1912, Portuguese India. Beautiful Silver Rupee (Uma Rupia) Coin. aXF!
Mint Year: 1912 Reference: KM-18. Denomination: Rupia (Rupee) Condition: Bag-marks, scratches and digs, otherwise about XF! Material: Silver (.917) Weight: 11.58gm Diameter: 30mm
Obverse: Bust of Lady Liberty (personification of the Portuguese republic) left, wearing phrygian cap. Legend: REPUBLICA PORTUGUESA * 1912 * Reverse: Inscription (INDIA * UMA RUPIA) within wreath. Designer`s initials (V.A.) below wreath.
Portuguese India was the aggregate of Portugal’s colonial holdings in India. The government started in 1505, six years after the discovery of a sea route to India by Vasco da Gama, with the nomination of the first Viceroy Francisco de Almeida, then settled at Kochi. Until 1752, the “State of India” included all Portuguese possessions in the Indian Ocean, from southern Africa to Southeast Asia, governed by either a Viceroy or a Governor from headquarters established in Goa since 1510. In 1752 Mozambique got its own government and in 1844 the Portuguese Government of India stopped administering the territory of Macau, Solor and Timor, being then confined to Malabar. At the time of British India’s independence in 1947, Portuguese India included a number of enclaves on India’s western coast, including Goa proper, as well as the coastal enclaves of Daman (Port: Damão) and Diu, and the enclaves of Dadra and Nagar Haveli, which lie inland from Daman. The territories of Portuguese India were sometimes referred to collectively as Goa. Portugal lost the last two enclaves in 1954, and finally the remaining three in December 1961, when they were occupied by India (although Portugal only recognized the annexation in 1975, after the Carnation Revolution and the fall of the Estado Novo regime).

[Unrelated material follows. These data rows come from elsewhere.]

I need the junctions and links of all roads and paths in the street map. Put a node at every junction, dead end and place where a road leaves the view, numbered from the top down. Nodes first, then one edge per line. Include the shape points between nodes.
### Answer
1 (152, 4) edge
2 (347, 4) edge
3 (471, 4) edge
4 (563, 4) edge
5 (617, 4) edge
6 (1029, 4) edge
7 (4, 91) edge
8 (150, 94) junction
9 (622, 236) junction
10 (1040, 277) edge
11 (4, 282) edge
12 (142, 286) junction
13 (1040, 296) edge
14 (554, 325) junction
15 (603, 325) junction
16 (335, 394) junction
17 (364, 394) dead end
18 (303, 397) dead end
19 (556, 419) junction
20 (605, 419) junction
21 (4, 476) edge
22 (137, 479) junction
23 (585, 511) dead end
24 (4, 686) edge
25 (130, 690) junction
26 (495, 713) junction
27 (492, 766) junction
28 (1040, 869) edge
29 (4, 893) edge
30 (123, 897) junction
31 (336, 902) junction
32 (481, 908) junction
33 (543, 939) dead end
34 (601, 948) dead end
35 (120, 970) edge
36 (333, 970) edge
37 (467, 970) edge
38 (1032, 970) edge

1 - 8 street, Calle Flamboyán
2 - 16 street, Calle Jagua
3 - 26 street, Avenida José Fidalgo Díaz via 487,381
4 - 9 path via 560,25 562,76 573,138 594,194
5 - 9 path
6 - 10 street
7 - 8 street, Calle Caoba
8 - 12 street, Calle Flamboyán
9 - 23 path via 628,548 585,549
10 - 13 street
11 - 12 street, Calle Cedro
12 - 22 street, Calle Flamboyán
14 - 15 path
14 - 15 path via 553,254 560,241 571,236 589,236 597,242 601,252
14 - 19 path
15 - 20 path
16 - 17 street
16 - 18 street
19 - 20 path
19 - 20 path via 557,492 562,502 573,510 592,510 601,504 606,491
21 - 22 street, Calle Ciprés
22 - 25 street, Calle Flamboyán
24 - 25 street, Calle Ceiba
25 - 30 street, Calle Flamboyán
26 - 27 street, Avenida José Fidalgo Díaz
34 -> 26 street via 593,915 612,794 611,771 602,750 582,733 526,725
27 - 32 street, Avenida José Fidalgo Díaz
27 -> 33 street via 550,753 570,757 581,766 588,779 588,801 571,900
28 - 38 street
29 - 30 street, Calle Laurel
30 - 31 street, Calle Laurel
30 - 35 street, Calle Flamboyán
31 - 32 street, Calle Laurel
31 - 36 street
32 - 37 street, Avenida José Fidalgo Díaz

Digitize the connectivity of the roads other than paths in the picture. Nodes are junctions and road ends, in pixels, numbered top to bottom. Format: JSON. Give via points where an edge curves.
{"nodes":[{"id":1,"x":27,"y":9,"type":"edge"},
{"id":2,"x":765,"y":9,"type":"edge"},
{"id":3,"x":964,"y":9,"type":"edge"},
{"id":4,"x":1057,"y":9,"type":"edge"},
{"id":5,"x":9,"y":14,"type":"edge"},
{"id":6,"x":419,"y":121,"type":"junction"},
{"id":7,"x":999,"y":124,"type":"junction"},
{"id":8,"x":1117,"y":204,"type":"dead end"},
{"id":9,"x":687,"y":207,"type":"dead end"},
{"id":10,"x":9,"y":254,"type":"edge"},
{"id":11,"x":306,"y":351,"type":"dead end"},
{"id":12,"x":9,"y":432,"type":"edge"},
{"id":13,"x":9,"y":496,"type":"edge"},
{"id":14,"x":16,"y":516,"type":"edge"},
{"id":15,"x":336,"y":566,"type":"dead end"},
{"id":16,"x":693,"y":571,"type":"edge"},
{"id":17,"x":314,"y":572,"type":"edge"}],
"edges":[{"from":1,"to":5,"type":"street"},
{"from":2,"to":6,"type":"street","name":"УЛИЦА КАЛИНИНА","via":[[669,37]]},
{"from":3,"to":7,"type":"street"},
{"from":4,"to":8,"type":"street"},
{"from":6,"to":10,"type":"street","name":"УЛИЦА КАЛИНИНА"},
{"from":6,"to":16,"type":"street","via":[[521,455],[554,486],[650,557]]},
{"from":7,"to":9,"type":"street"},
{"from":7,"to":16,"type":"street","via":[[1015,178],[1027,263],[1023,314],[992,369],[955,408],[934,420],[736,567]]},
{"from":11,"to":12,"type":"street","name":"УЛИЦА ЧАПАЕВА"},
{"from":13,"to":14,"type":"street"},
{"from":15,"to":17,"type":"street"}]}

The First Portuguese Republic (Portuguese: Primeira República) spans a complex 16 year period in the history of Portugal, between the end of the period of constitutional monarchy marked by the 5 October 1910 revolution and the 28 May coup d'état of 1926. The last movement instituted a military dictatorship known as Ditadura Nacional (national dictatorship) that would be followed by the corporatist Estado Novo (new state) regime of António de Oliveira Salazar.